Lu Kiat tertawa: "Anak murid partai Thiam cong, hanya dia seorang yang berani berkelana di dalam dunia persilatan, menurut berita yang sempat kudengar katanya di dalam pertemuannya dengan para jago lihay dari pelbagai partai besar yang ada di wilayah selatan, ia berhasil membangun kembali partai Thiam-congnya yang telah runtuh sehingga dihormati dan disegani orang lagi, karena itulah nama besar jago pedang berdarah dingin dianggap sebagai jago pedang nomor dua di kolong langit setelah urutan nama besar dari Cia Ceng Gak..." "Jago pedang nomor dua?" seru Lu Hujin dengan nada bangga, "tidak aneh kalau Hoa Pek Tuo terpaksa harus mengumpulkan jago lihay yang begitu banyaknya untuk bersama-sama menghadapi dirinya, rupanya ia takut meninggalkan bibit bencana baginya di kemudian hari.
Aaai . . . tetapi dalam kenyataan ia memang seorang jago berbakat aneh yang jarang sekali ditemui dalam kolong langit..." Dengan penuh kasih sayang dan rasa kasihan, Lu Hujin melirik sekejap ke arah Pek In Hoei, nampaklah ketika itu ia telah menggerakkan tubuh dan perlahan- lahan membuka matanya kembali.
Melihat Lu Kiat berdiri berdampingan dengan seorang perempuan setengah baya yang berwajah ramah di hadapan mukanya Pek In Hoei yang baru saja mendusin dari pingsannya kelihatan agak tertegun kemudian sambil bangkit untuk duduk tegurnya: "Lu-heng di manakah ini?" "Pek-heng, harap jangan sembarangan bergerak dulu," seru Lu Kiat sambil membimbing tubuhnya, tempat ini adalah rumahku, memandang kau sebagai sesama sahabat Bu-lim, ibuku telah menghadiahkan sebutir pil penolak racun kepadamu...
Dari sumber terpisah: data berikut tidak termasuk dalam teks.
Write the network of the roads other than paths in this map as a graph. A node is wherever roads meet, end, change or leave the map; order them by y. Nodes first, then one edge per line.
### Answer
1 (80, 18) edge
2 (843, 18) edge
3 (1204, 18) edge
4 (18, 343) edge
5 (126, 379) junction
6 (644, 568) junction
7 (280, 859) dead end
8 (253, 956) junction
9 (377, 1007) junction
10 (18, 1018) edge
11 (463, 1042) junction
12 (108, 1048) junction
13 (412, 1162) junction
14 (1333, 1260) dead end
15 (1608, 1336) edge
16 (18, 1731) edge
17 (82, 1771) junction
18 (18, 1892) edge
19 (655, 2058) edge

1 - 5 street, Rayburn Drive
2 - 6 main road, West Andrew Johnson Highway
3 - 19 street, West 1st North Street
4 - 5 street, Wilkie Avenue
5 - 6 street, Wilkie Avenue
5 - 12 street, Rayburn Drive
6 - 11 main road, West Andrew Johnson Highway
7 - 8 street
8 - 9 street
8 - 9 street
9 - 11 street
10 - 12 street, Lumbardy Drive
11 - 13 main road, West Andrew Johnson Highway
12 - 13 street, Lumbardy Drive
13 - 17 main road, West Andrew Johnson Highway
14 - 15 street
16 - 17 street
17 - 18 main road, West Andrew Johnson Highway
di tempat ini kau dapat beristirahat dengan tenang sambil merawat lukamu itu..." "Ooooh...
terima kasih atas budi kebaikan Lu-heng serta Lu Hujin..." Lu Hujin tetap membungkam dalam seribu bahasa, biji matanya memancarkan serentetan cahaya yang sangat aneh, ia menatap wajah jago pedang berdarah dingin tanpa berkedip, ia merasa bocah itu banyak kemiripannya dengan Pek Tiang Hong, kegagahannya mirip sekali dengan bapaknya di kala masih muda.
"Nak, apakah ibumu masih hidup dalam keadaan sehat walafiat"..." tegurnya dengan suara terharu...
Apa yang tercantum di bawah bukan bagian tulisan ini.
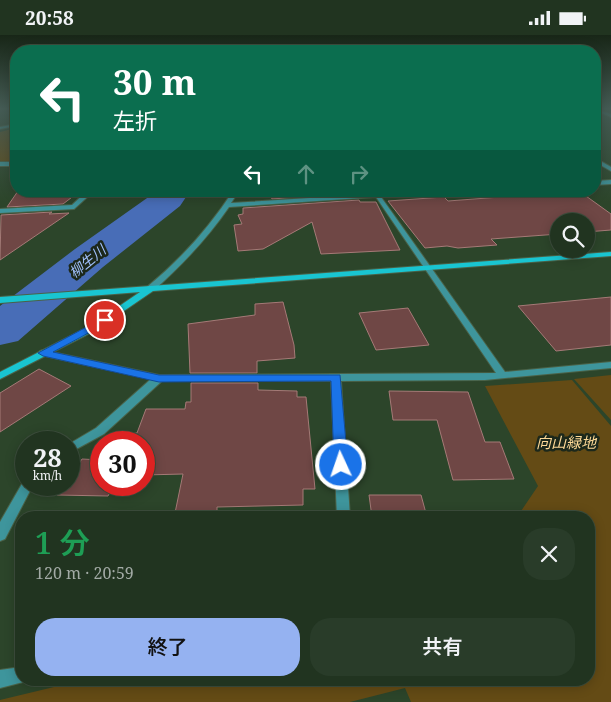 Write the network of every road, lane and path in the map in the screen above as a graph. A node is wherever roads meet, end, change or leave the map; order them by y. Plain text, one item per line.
1 (85, 197) edge
2 (233, 197) edge
3 (326, 197) edge
4 (378, 197) edge
5 (228, 205) junction
6 (0, 211) edge
7 (611, 254) edge
8 (426, 269) junction
9 (150, 289) junction
10 (0, 300) edge
11 (43, 353) junction
12 (611, 365) edge
13 (0, 376) edge
14 (502, 376) junction
15 (159, 378) junction
16 (336, 378) junction
17 (80, 443) edge
18 (21, 496) edge
19 (344, 511) edge
20 (0, 535) edge
21 (15, 676) edge
22 (0, 679) edge

1 - 6 street
2 - 5 street
3 - 5 street
4 - 8 street
5 - 9 street
7 - 8 street
8 - 9 street
8 - 14 street
9 - 10 street
9 - 11 street
11 - 13 street
11 - 15 street
12 - 14 street
14 - 16 street
15 - 16 street
15 - 17 street
16 - 19 street
18 - 20 street
21 - 22 street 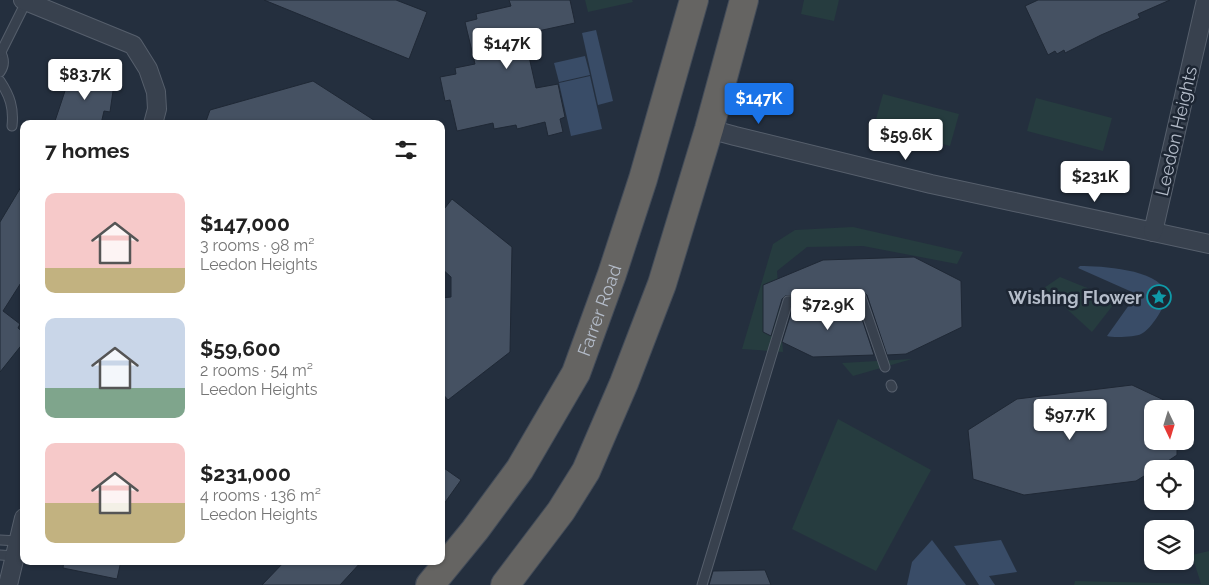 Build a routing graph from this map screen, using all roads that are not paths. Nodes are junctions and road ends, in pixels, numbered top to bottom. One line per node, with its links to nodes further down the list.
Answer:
1 (694, 0): 18 (highway, Farrer Road)
2 (744, 0): 10 (highway)
3 (1206, 0): 11 (street, Leedon Heights)
4 (24, 1): 5 (lane); 8 (street)
5 (0, 52): 6 (lane)
6 (0, 72)
7 (0, 81): 9 (lane)
8 (154, 120)
9 (12, 126)
10 (709, 129): 11 (street); 19 (highway)
11 (1153, 232): 12 (street)
12 (1209, 244)
13 (885, 367): 20 (lane)
14 (20, 528): 16 (street)
15 (0, 540): 16 (lane)
16 (11, 551): 17 (street)
17 (8, 585)
18 (430, 585)
19 (505, 585)
20 (702, 585)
Jago pedang berdarah dingin Pek In Hoei berdiri tertegun, ia tak mengira kalau Lu Hujin bakal mengajukan pertanyaan seperti itu, sejak ia tahu urusan belum pernah pemuda itu bertemu dengan ibu kandungnya karena itu setelah menginjak dewasa dalam benaknya belum pernah terlintas bayangan mengenai ibunya, hatinya jadi sedih dan luka yang pernah membekas dalam sanubari sewaktu kecil segera muncul kembali...
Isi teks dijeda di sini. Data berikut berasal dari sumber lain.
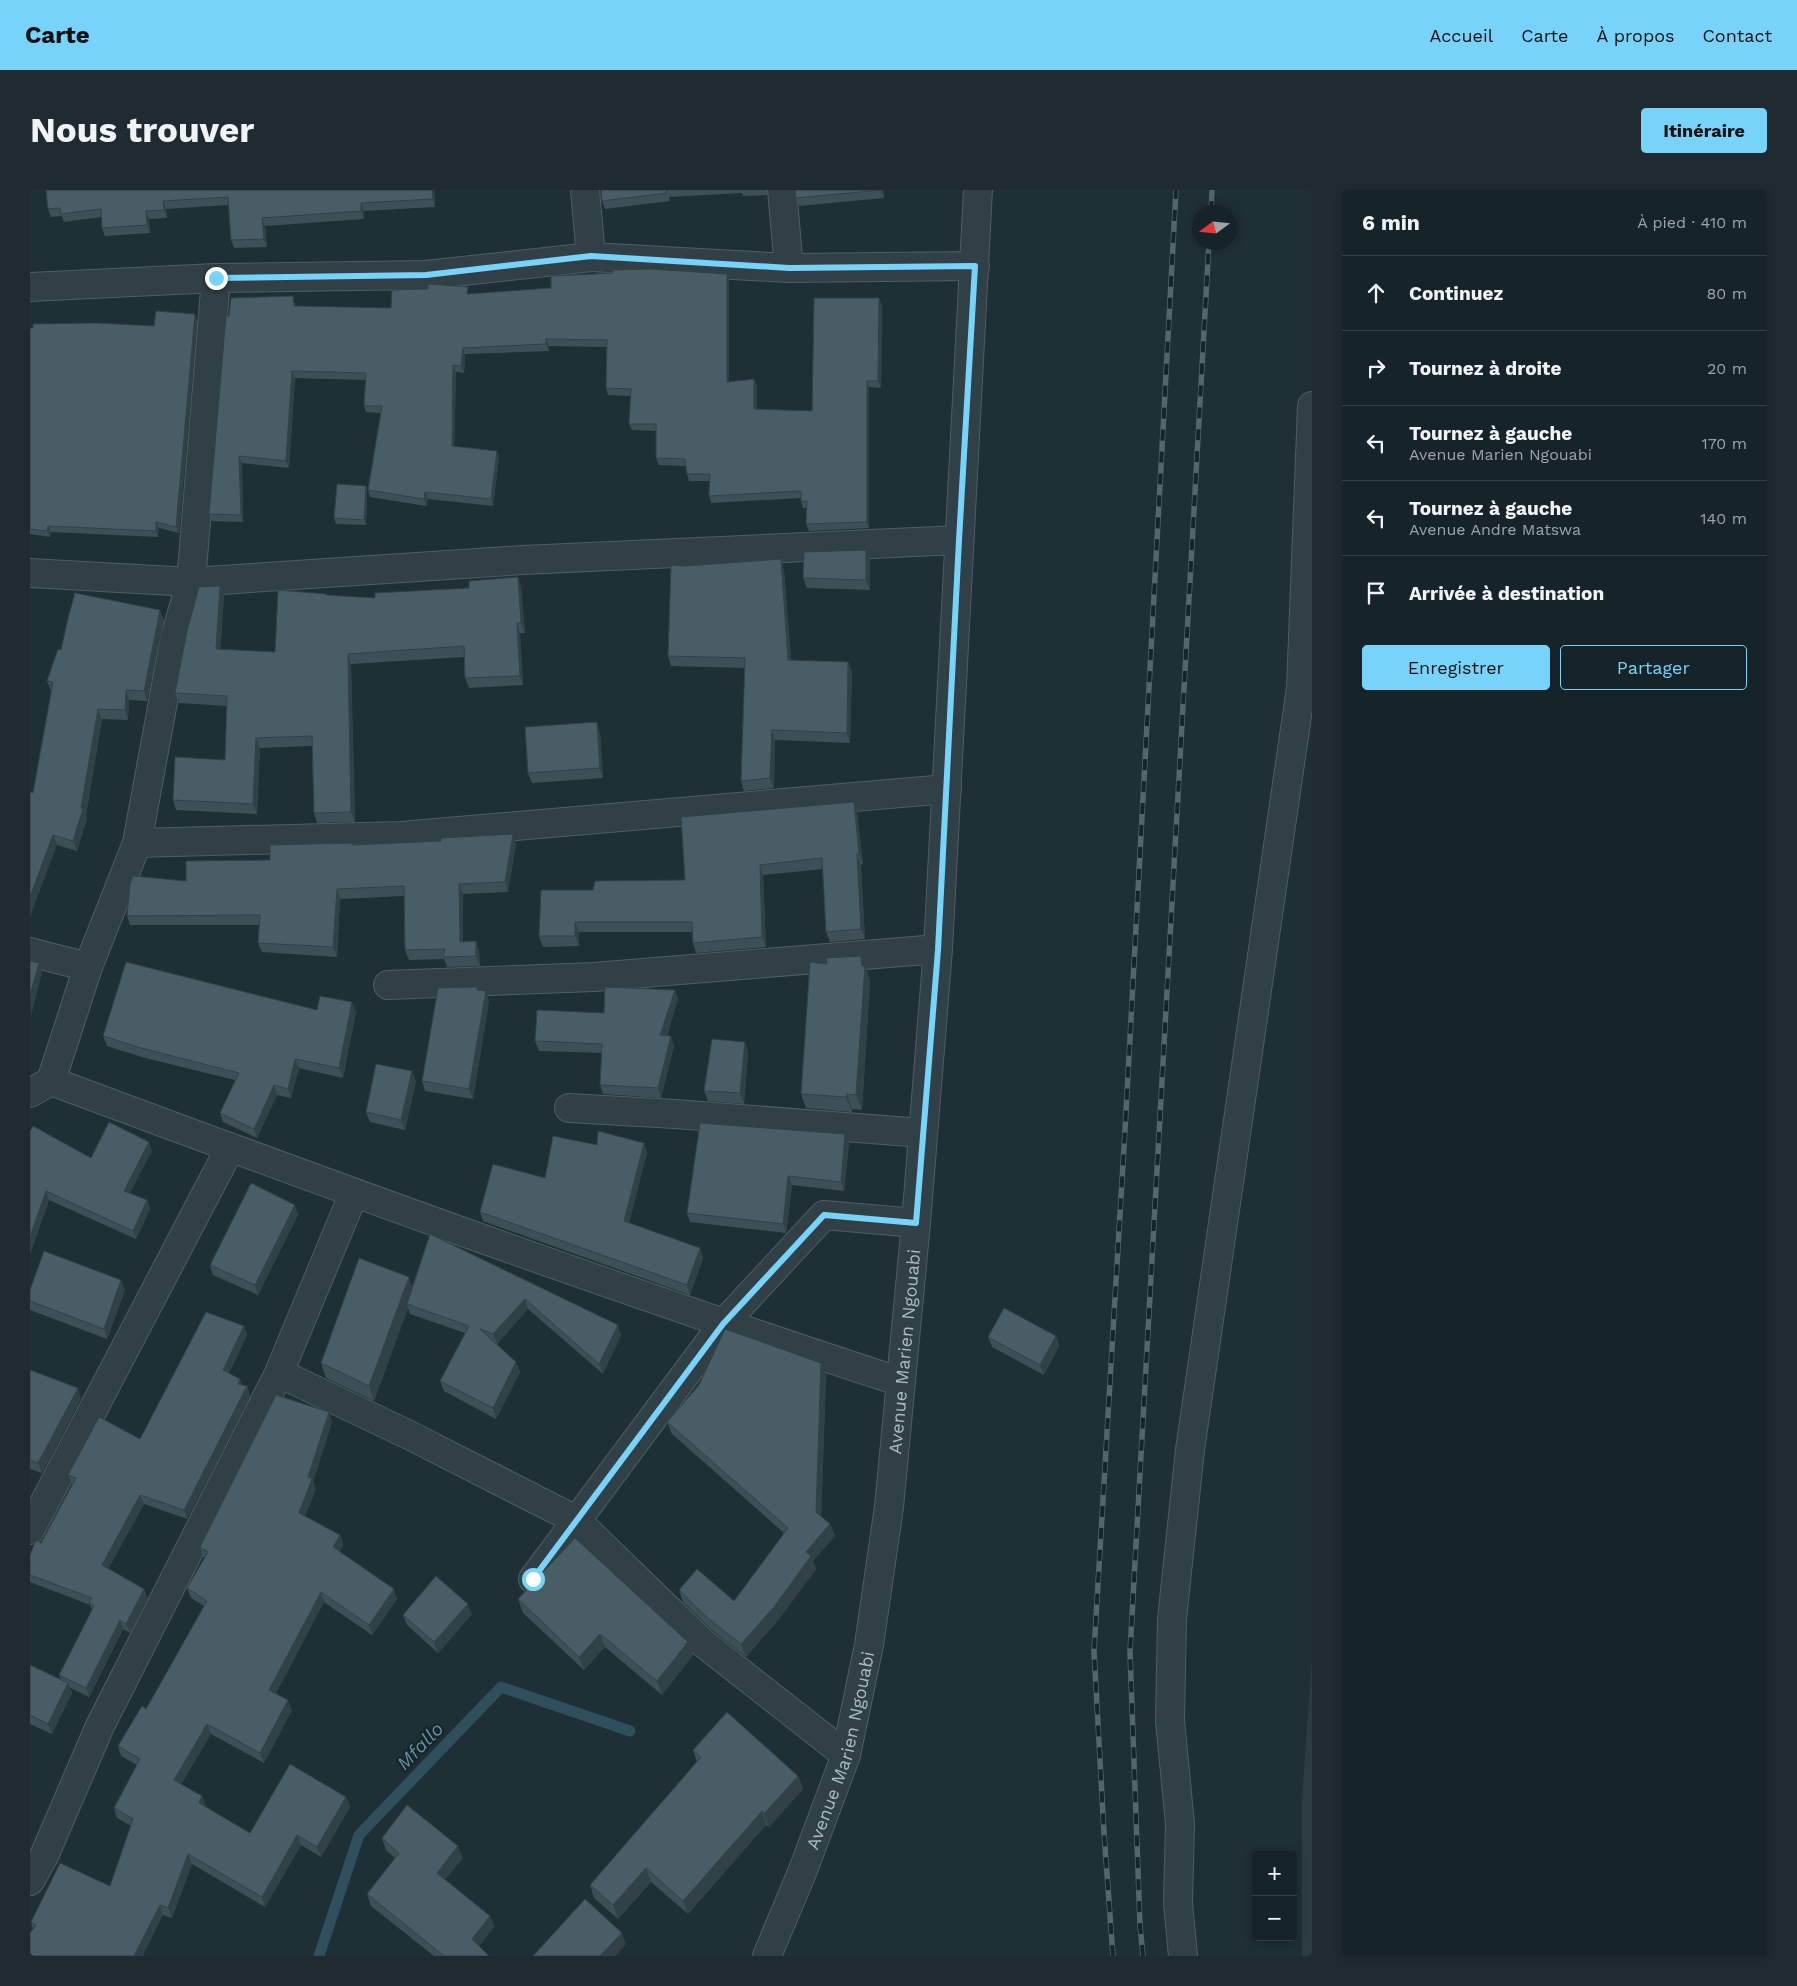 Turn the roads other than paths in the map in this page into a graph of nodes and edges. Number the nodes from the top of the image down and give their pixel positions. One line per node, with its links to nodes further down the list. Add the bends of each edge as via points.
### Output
1 (585, 190): 4 (street)
2 (782, 190): 6 (street)
3 (978, 190): 5 (street, Avenue Marien Ngouabi)
4 (591, 256): 6 (street); 7 (street, via 426,275)
5 (975, 266): 6 (street); 10 (street, Avenue Marien Ngouabi)
6 (789, 268)
7 (216, 278): 8 (street); 12 (street)
8 (30, 287)
9 (1312, 406): 34 (street, via 1301,688 1190,1450 1172,1619 1170,1721 1180,1824 1178,1903)
10 (959, 540): 12 (street, via 523,560); 13 (street, Avenue Marien Ngouabi)
11 (30, 573): 12 (street)
12 (191, 582): 14 (street, via 175,637)
13 (947, 789): 14 (street, via 401,836); 15 (street, Avenue Marien Ngouabi)
14 (137, 843): 17 (street)
15 (938, 950): 18 (street, via 594,977); 21 (street, Avenue Marien Ngouabi)
16 (30, 952): 17 (street)
17 (88, 967): 19 (street)
18 (388, 985)
19 (41, 1087): 22 (street)
20 (569, 1108): 21 (street)
21 (923, 1133): 24 (street, Avenue Marien Ngouabi)
22 (230, 1148): 23 (street); 29 (street)
23 (354, 1193): 25 (street); 26 (street)
24 (916, 1223): 25 (street, via 824,1215); 27 (street, Avenue Marien Ngouabi)
25 (723, 1324): 27 (street); 28 (street)
26 (279, 1373): 28 (street); 32 (street, via 100,1726)
27 (901, 1382): 31 (street, Avenue Marien Ngouabi, via 889,1506 868,1645)
28 (576, 1520): 30 (street); 31 (street, via 703,1643)
29 (30, 1530)
30 (533, 1579)
31 (846, 1755): 33 (street, Avenue Marien Ngouabi)
32 (30, 1881)
33 (767, 1956)
34 (1183, 1956)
Ia pernah bertanya kepada ayahnya kemana perginya ibu yang tercinta, setiap kali ia ajukan pertanyaan itu Pek Tiang Hong selalu menunjukkan sikap serba salah, bila terdesak hingga kehabisan akal setiap kali ayahnya berkata bahwa ibunya mati sewaktu melahirkan dirinya...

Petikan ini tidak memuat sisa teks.